▸ TASK TO CARRY OUT
Transcribe the records word for word. Leave every picture out.

*** Opening EXERCISE INPUTS ***

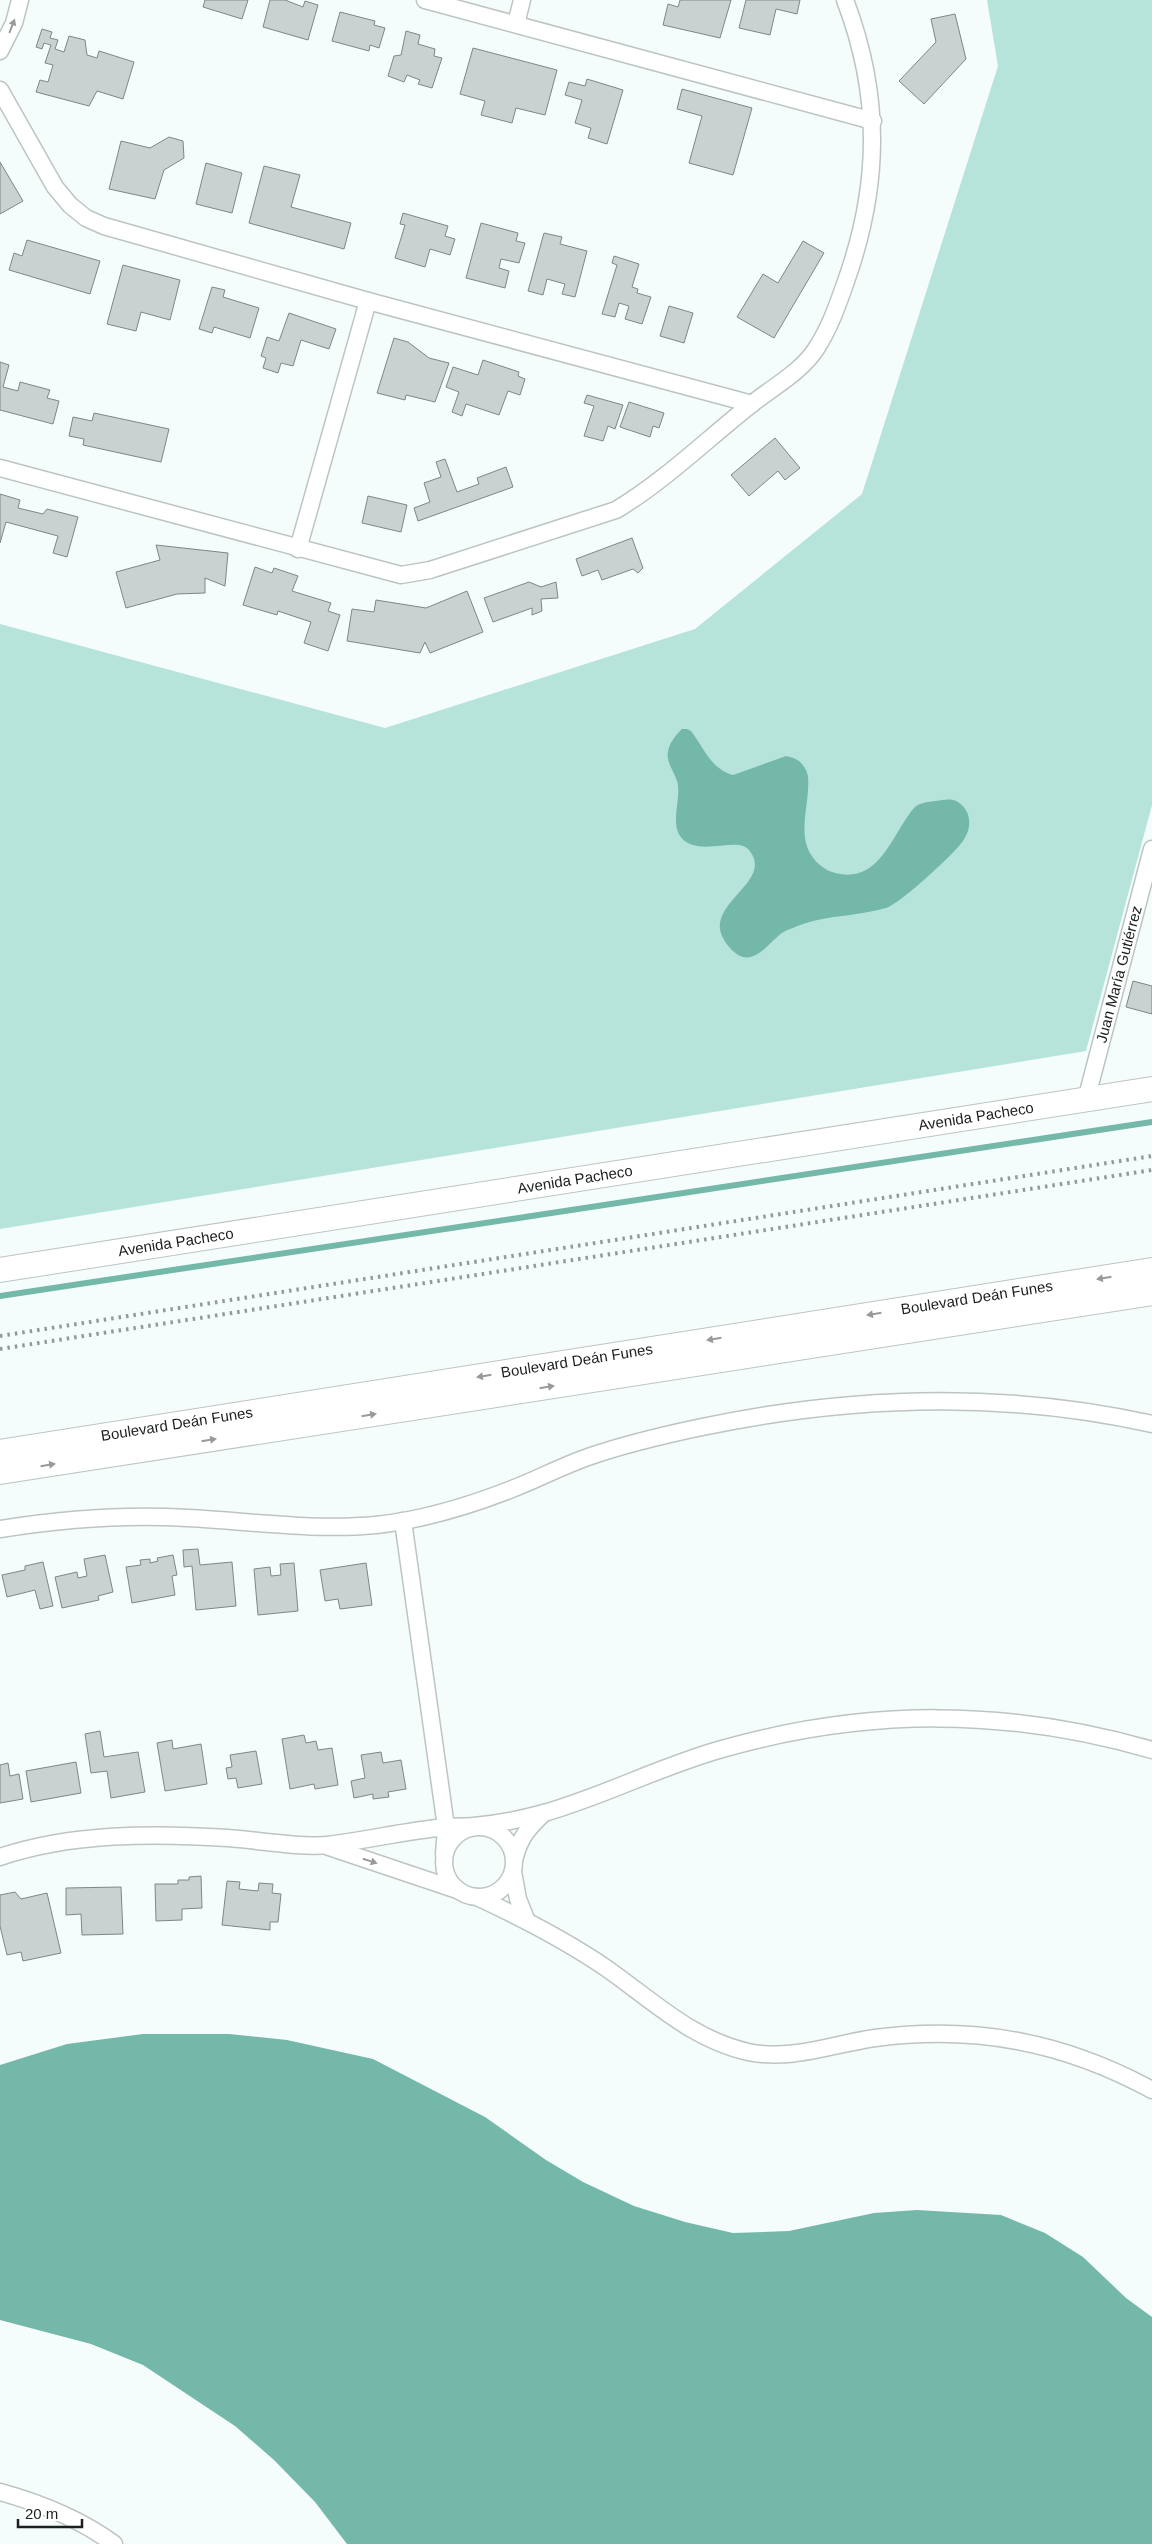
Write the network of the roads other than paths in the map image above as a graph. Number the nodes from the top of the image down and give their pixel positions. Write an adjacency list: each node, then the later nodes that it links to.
1 (20, 0): 6 (street, one-way to 1)
2 (425, 0): 5 (street)
3 (522, 0): 5 (street)
4 (845, 0): 8 (street)
5 (516, 24): 8 (street)
6 (0, 51)
7 (0, 90): 9 (street)
8 (873, 121): 10 (street)
9 (368, 301): 10 (street); 12 (street)
10 (752, 404): 12 (street)
11 (0, 468): 12 (street)
12 (298, 549)
13 (1152, 849): 15 (street, Juan María Gutiérrez)
14 (1152, 1090): 15 (main road, Avenida Pacheco)
15 (1086, 1100): 16 (main road, Avenida Pacheco)
16 (0, 1270)
17 (1152, 1270): 20 (main road, Boulevard Deán Funes, one-way to 20)
18 (1152, 1293): 21 (main road, Boulevard Deán Funes, one-way to 18)
19 (1152, 1424): 22 (street)
20 (0, 1452)
21 (0, 1472)
22 (403, 1521): 23 (street); 27 (street)
23 (0, 1529)
24 (1152, 1750): 25 (street)
25 (544, 1813): 26 (street); 31 (street)
26 (475, 1826): 27 (street); 29 (street); 31 (street)
27 (446, 1827): 28 (street); 29 (street)
28 (324, 1845): 30 (street); 32 (street, one-way to 32)
29 (444, 1854): 32 (street)
30 (0, 1857)
31 (514, 1865): 33 (street); 34 (street)
32 (457, 1890): 33 (street)
33 (477, 1898): 34 (street)
34 (526, 1920): 35 (street)
35 (1152, 2090)
36 (0, 2492): 37 (street)
37 (114, 2544)

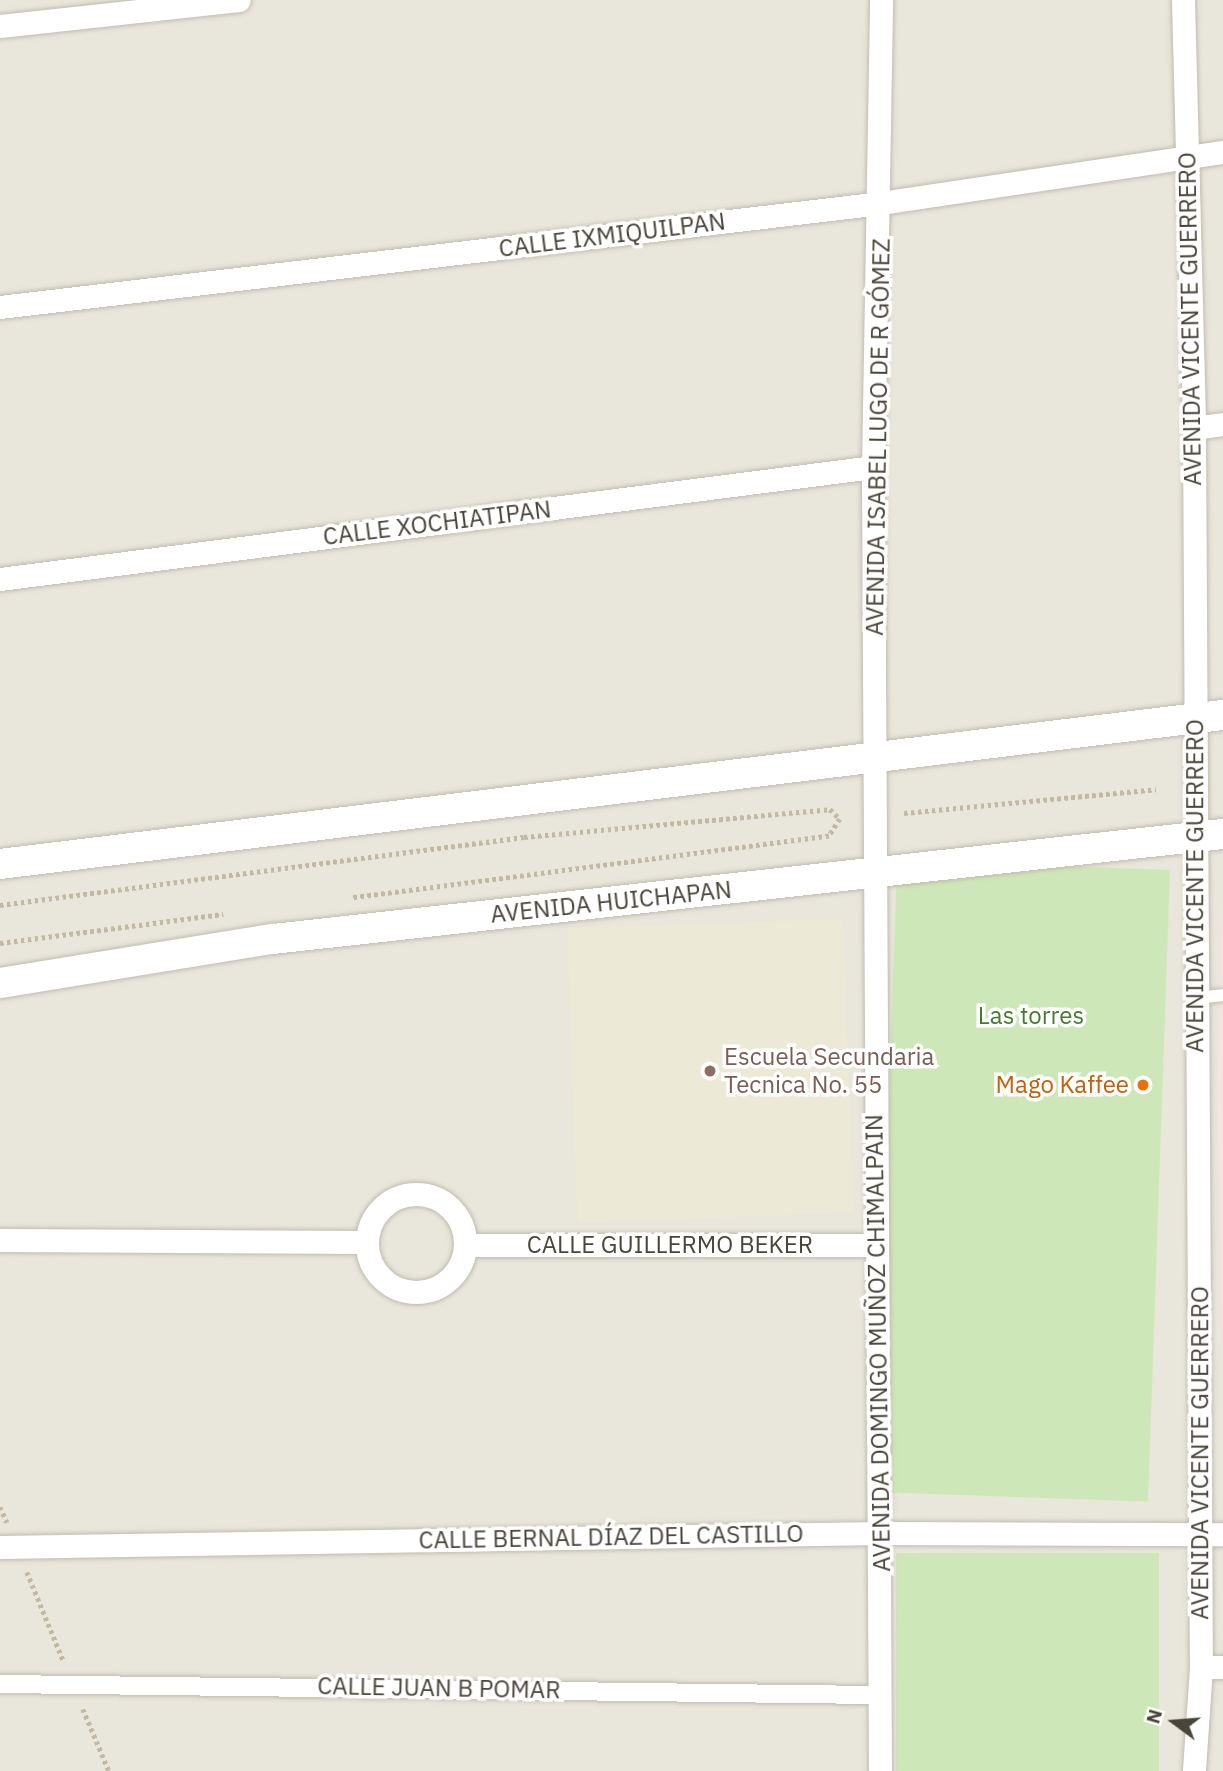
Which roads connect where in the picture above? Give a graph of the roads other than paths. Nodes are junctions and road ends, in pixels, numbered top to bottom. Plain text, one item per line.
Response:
1 (239, 0) edge
2 (881, 0) edge
3 (1183, 0) edge
4 (0, 26) edge
5 (1223, 152) edge
6 (1187, 156) junction
7 (881, 203) junction
8 (0, 307) edge
9 (1223, 424) edge
10 (1194, 428) junction
11 (873, 467) junction
12 (0, 579) edge
13 (1209, 717) edge
14 (876, 757) junction
15 (1223, 834) edge
16 (1193, 839) junction
17 (0, 864) edge
18 (875, 873) junction
19 (0, 983) edge
20 (1223, 995) edge
21 (1195, 998) junction
22 (0, 1240) edge
23 (367, 1242) junction
24 (466, 1245) junction
25 (875, 1245) junction
26 (882, 1532) junction
27 (1212, 1534) edge
28 (8, 1547) edge
29 (1212, 1667) edge
30 (0, 1684) edge
31 (878, 1695) junction
32 (880, 1771) edge
33 (1194, 1771) edge

1 - 4 street
2 - 7 street, AVENIDA ISABEL LUGO DE R GÓMEZ
3 - 6 street, AVENIDA VICENTE GUERRERO
5 - 6 street, CALLE IXMIQUILPAN
6 - 7 street, CALLE IXMIQUILPAN
6 - 10 street, AVENIDA VICENTE GUERRERO
7 - 8 street, CALLE IXMIQUILPAN
7 - 11 street, AVENIDA ISABEL LUGO DE R GÓMEZ
9 - 10 street
10 - 13 street, AVENIDA VICENTE GUERRERO
11 - 12 street, CALLE XOCHIATIPAN
11 - 14 street, AVENIDA ISABEL LUGO DE R GÓMEZ
13 - 14 street
13 - 16 street, AVENIDA VICENTE GUERRERO
14 - 17 street
14 - 18 street, AVENIDA ISABEL LUGO DE R GÓMEZ
15 - 16 street, AVENIDA HUICHAPAN
16 - 18 street, AVENIDA HUICHAPAN
16 - 21 street, AVENIDA VICENTE GUERRERO
18 - 19 street, AVENIDA HUICHAPAN
18 - 25 street, AVENIDA DOMINGO MUÑOZ CHIMALPAIN
20 - 21 lane
21 - 27 street, AVENIDA VICENTE GUERRERO
22 - 23 street
23 - 24 street
23 - 24 street
24 - 25 street, CALLE GUILLERMO BEKER
25 - 26 street, AVENIDA DOMINGO MUÑOZ CHIMALPAIN
26 - 27 street, CALLE BERNAL DÍAZ DEL CASTILLO
26 - 28 street, CALLE BERNAL DÍAZ DEL CASTILLO
26 - 31 street, AVENIDA DOMINGO MUÑOZ CHIMALPAIN
27 - 29 street, AVENIDA VICENTE GUERRERO
29 - 33 street, AVENIDA VICENTE GUERRERO
30 - 31 street, CALLE JUAN B POMAR
31 - 32 street, AVENIDA DOMINGO MUÑOZ CHIMALPAIN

*** Closing EXERCISE INPUTS ***

▸ EXERCISE ANSWER
Write the network of the roads other than paths in the map image above as a graph. Number the nodes from the top of the image down and give their pixel positions. Write an adjacency list: each node, then the later nodes that it links to.
1 (20, 0): 6 (street, one-way to 1)
2 (425, 0): 5 (street)
3 (522, 0): 5 (street)
4 (845, 0): 8 (street)
5 (516, 24): 8 (street)
6 (0, 51)
7 (0, 90): 9 (street)
8 (873, 121): 10 (street)
9 (368, 301): 10 (street); 12 (street)
10 (752, 404): 12 (street)
11 (0, 468): 12 (street)
12 (298, 549)
13 (1152, 849): 15 (street, Juan María Gutiérrez)
14 (1152, 1090): 15 (main road, Avenida Pacheco)
15 (1086, 1100): 16 (main road, Avenida Pacheco)
16 (0, 1270)
17 (1152, 1270): 20 (main road, Boulevard Deán Funes, one-way to 20)
18 (1152, 1293): 21 (main road, Boulevard Deán Funes, one-way to 18)
19 (1152, 1424): 22 (street)
20 (0, 1452)
21 (0, 1472)
22 (403, 1521): 23 (street); 27 (street)
23 (0, 1529)
24 (1152, 1750): 25 (street)
25 (544, 1813): 26 (street); 31 (street)
26 (475, 1826): 27 (street); 29 (street); 31 (street)
27 (446, 1827): 28 (street); 29 (street)
28 (324, 1845): 30 (street); 32 (street, one-way to 32)
29 (444, 1854): 32 (street)
30 (0, 1857)
31 (514, 1865): 33 (street); 34 (street)
32 (457, 1890): 33 (street)
33 (477, 1898): 34 (street)
34 (526, 1920): 35 (street)
35 (1152, 2090)
36 (0, 2492): 37 (street)
37 (114, 2544)

Which roads connect where in the picture above? Give a graph of the roads other than paths. Nodes are junctions and road ends, in pixels, numbered top to bottom. Plain text, one item per line.
Response:
1 (239, 0) edge
2 (881, 0) edge
3 (1183, 0) edge
4 (0, 26) edge
5 (1223, 152) edge
6 (1187, 156) junction
7 (881, 203) junction
8 (0, 307) edge
9 (1223, 424) edge
10 (1194, 428) junction
11 (873, 467) junction
12 (0, 579) edge
13 (1209, 717) edge
14 (876, 757) junction
15 (1223, 834) edge
16 (1193, 839) junction
17 (0, 864) edge
18 (875, 873) junction
19 (0, 983) edge
20 (1223, 995) edge
21 (1195, 998) junction
22 (0, 1240) edge
23 (367, 1242) junction
24 (466, 1245) junction
25 (875, 1245) junction
26 (882, 1532) junction
27 (1212, 1534) edge
28 (8, 1547) edge
29 (1212, 1667) edge
30 (0, 1684) edge
31 (878, 1695) junction
32 (880, 1771) edge
33 (1194, 1771) edge

1 - 4 street
2 - 7 street, AVENIDA ISABEL LUGO DE R GÓMEZ
3 - 6 street, AVENIDA VICENTE GUERRERO
5 - 6 street, CALLE IXMIQUILPAN
6 - 7 street, CALLE IXMIQUILPAN
6 - 10 street, AVENIDA VICENTE GUERRERO
7 - 8 street, CALLE IXMIQUILPAN
7 - 11 street, AVENIDA ISABEL LUGO DE R GÓMEZ
9 - 10 street
10 - 13 street, AVENIDA VICENTE GUERRERO
11 - 12 street, CALLE XOCHIATIPAN
11 - 14 street, AVENIDA ISABEL LUGO DE R GÓMEZ
13 - 14 street
13 - 16 street, AVENIDA VICENTE GUERRERO
14 - 17 street
14 - 18 street, AVENIDA ISABEL LUGO DE R GÓMEZ
15 - 16 street, AVENIDA HUICHAPAN
16 - 18 street, AVENIDA HUICHAPAN
16 - 21 street, AVENIDA VICENTE GUERRERO
18 - 19 street, AVENIDA HUICHAPAN
18 - 25 street, AVENIDA DOMINGO MUÑOZ CHIMALPAIN
20 - 21 lane
21 - 27 street, AVENIDA VICENTE GUERRERO
22 - 23 street
23 - 24 street
23 - 24 street
24 - 25 street, CALLE GUILLERMO BEKER
25 - 26 street, AVENIDA DOMINGO MUÑOZ CHIMALPAIN
26 - 27 street, CALLE BERNAL DÍAZ DEL CASTILLO
26 - 28 street, CALLE BERNAL DÍAZ DEL CASTILLO
26 - 31 street, AVENIDA DOMINGO MUÑOZ CHIMALPAIN
27 - 29 street, AVENIDA VICENTE GUERRERO
29 - 33 street, AVENIDA VICENTE GUERRERO
30 - 31 street, CALLE JUAN B POMAR
31 - 32 street, AVENIDA DOMINGO MUÑOZ CHIMALPAIN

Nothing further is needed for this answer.